Comment: Who's scared of Halloween?

Kids may laugh at the 'horror' of Halloween, but there's a treat in it for parents - the chance to make new friends.

Illuminated jack-o-lantern

Jack-o-lantern. So spooky. Source: Moodboard

“Ha ha! Ha ha haaa! Do it again! Do it again!”

I have been dragged from the high street into the local novelty and party supplies shop by my two children, aged six and four, their attention snagged by its Halloween window display. Once inside, they delight in the various harrowing masks and severed limbs on offer near the entrance, but then hit real pay dirt in aisle two, in the form of a spectacularly macabre mannequin. 

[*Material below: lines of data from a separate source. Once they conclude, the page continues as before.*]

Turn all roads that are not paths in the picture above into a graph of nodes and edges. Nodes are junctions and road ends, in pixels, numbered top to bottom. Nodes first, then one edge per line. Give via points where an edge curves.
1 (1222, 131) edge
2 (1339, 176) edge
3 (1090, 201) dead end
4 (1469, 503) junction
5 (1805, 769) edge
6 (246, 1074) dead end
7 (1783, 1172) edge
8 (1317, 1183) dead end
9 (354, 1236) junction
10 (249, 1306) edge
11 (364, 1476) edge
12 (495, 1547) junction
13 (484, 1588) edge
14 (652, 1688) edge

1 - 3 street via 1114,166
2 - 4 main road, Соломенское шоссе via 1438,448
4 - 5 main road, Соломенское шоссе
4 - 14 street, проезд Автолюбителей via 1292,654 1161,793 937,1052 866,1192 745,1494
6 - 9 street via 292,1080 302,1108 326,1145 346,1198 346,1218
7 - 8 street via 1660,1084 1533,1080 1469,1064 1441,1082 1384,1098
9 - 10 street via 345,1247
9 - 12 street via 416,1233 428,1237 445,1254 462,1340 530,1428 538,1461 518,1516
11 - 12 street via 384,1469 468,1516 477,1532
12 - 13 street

A blood-spattered nightie hangs over a life-sized, skeletal frame, out of which protrude two cadaverous arms, opened in hideous parody of embrace. Its gurning skull is festooned with meaty gore (plastic-realistic), two beady little eyeballs deep-set and glowing red, while the floppy blue sunhat and fake flower garland combo with which the shop-dresser has adorned it underscore the disquieting effect.

But that’s not all. The kids quickly establish that the gruesome installation has a final flourish to offer. At the sound of a hand-clap, or any other loud noise (my children are unsparing with noise), a rent in the bloody night-dress gapes open, through which a faithful version of the creature from Ridley Scott’s original 'Alien' thrusts its snarling, mucoid head, just as it did so memorably through John Hurt’s sternum in the movie. It gives a metallic roar, swivels around a bit, and then retreats back into its abdominal lair.

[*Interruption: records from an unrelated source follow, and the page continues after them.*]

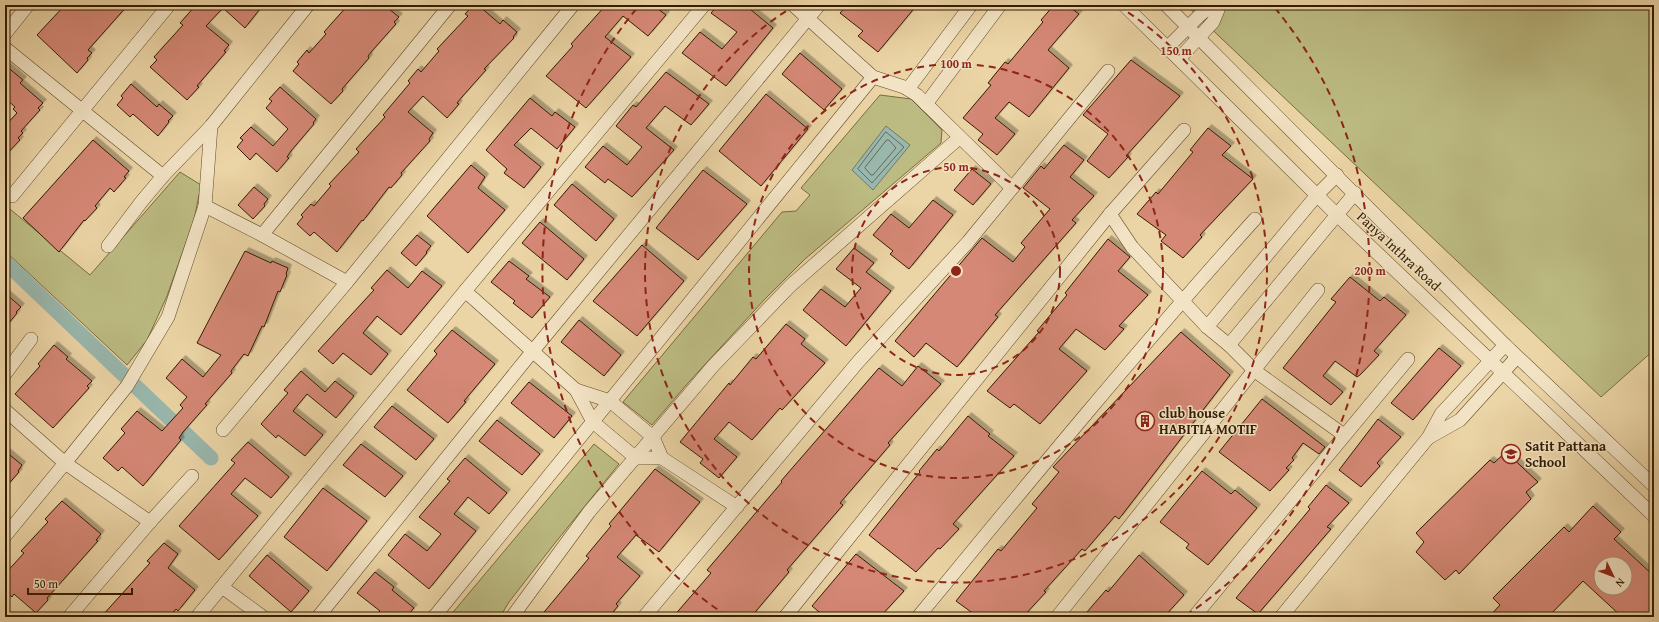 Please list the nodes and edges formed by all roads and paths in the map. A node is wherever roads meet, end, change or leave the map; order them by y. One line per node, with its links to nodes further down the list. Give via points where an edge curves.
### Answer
1 (28, 5): 18 (street)
2 (169, 5): 27 (street)
3 (308, 5): 28 (street)
4 (450, 5): 41 (street)
5 (573, 5): 43 (street)
6 (704, 5): 45 (street)
7 (793, 5): 15 (street)
8 (819, 5): 15 (street)
9 (1000, 5): 17 (street)
10 (1124, 5): 21 (street, Panya Inthra Road)
11 (1166, 5): 16 (street, Panya Inthra Road)
12 (1212, 5): 16 (street)
13 (1220, 5): 19 (street, via 1213,22)
14 (967, 10): 17 (street); 25 (street)
15 (807, 19): 24 (street); 51 (street)
16 (1188, 26): 19 (street, Panya Inthra Road); 21 (street)
17 (982, 28): 26 (street)
18 (5, 34)
19 (1199, 38): 22 (street); 31 (street, Panya Inthra Road)
20 (5, 48): 27 (street)
21 (1168, 48): 22 (street, Panya Inthra Road)
22 (1179, 59): 35 (street, Panya Inthra Road)
23 (1108, 71): 33 (street)
24 (873, 77): 25 (street); 59 (street)
25 (908, 89): 26 (street)
26 (926, 104): 30 (street)
27 (81, 110): 32 (street); 36 (street)
28 (211, 126): 32 (street); 37 (street)
29 (1184, 130): 38 (street)
30 (959, 138): 33 (street); 64 (street, via 790,286 713,366)
31 (1337, 175): 34 (street, Panya Inthra Road); 35 (street)
32 (162, 176): 42 (street)
33 (1012, 188): 71 (street, via 968,242 858,362)
34 (1355, 193): 39 (street); 50 (street, Panya Inthra Road)
35 (1317, 195): 39 (street, Panya Inthra Road); 47 (street)
36 (12, 196)
37 (206, 206): 41 (street); 68 (street, via 168,317 127,386)
38 (1110, 214): 46 (street, via 1132,246); 83 (street)
39 (1336, 214): 49 (street); 54 (street, Panya Inthra Road)
40 (1255, 219): 46 (street)
41 (262, 235): 43 (street)
42 (108, 246)
43 (347, 282): 62 (street)
44 (1318, 290): 55 (street)
45 (465, 291): 51 (street); 75 (street)
46 (1182, 300): 47 (street); 84 (street)
47 (1207, 327): 49 (street)
48 (31, 339): 57 (street)
49 (1229, 345): 55 (street)
50 (1504, 345): 52 (street, Panya Inthra Road); 54 (street)
51 (532, 352): 58 (street); 79 (street)
52 (1517, 357): 56 (street); 70 (street, Panya Inthra Road)
53 (1408, 359): 63 (street)
54 (1491, 360): 56 (street, Panya Inthra Road); 65 (street, via 1441,414)
55 (1255, 371): 63 (street); 85 (street)
56 (1503, 372): 65 (street, via 1460,420); 72 (street, Panya Inthra Road)
57 (5, 374)
58 (576, 390): 59 (street); 61 (street)
59 (610, 401): 61 (street); 64 (street)
60 (5, 410): 68 (street)
61 (593, 422): 66 (street); 80 (street)
62 (223, 430)
63 (1344, 435): 86 (street)
64 (653, 438): 66 (street); 67 (street)
65 (1428, 438): 87 (street)
66 (636, 458): 67 (street); 81 (street, via 589,512)
67 (662, 458): 71 (street)
68 (65, 463): 73 (street); 74 (street)
69 (192, 476): 73 (street)
70 (1654, 486)
71 (737, 507): 82 (street)
72 (1654, 516)
73 (150, 522): 76 (street)
74 (5, 536)
75 (222, 587): 77 (street); 78 (street)
76 (69, 617)
77 (197, 617)
78 (263, 617)
79 (318, 617)
80 (434, 617)
81 (512, 617)
82 (644, 617)
83 (785, 617)
84 (918, 617)
85 (1058, 617)
86 (1194, 617)
87 (1281, 617)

Good grief, this thing is horrible.

“Ha ha! Ha ha haaa! Do it again!” shrieks my four year-old son, at which his grinning big sister duly claps her hands.

What’s going on here? Why aren’t these little children of mine cowering behind Daddy’s legs? And what is this monstrosity doing out on open display in a suburban high street store selling fairy wings, party balloons and Disney princess dress-ups, anyway?

Maybe it’s a sign of the creeping grislification of popular culture, a desensitisation to what once passed for horror, that began with 'Buffy', went ballistic through 'Twilight' and is now manifested in dozens of other drama franchises populated by the heroic and pin-up glamorous undead.

Or maybe I’m just getting old.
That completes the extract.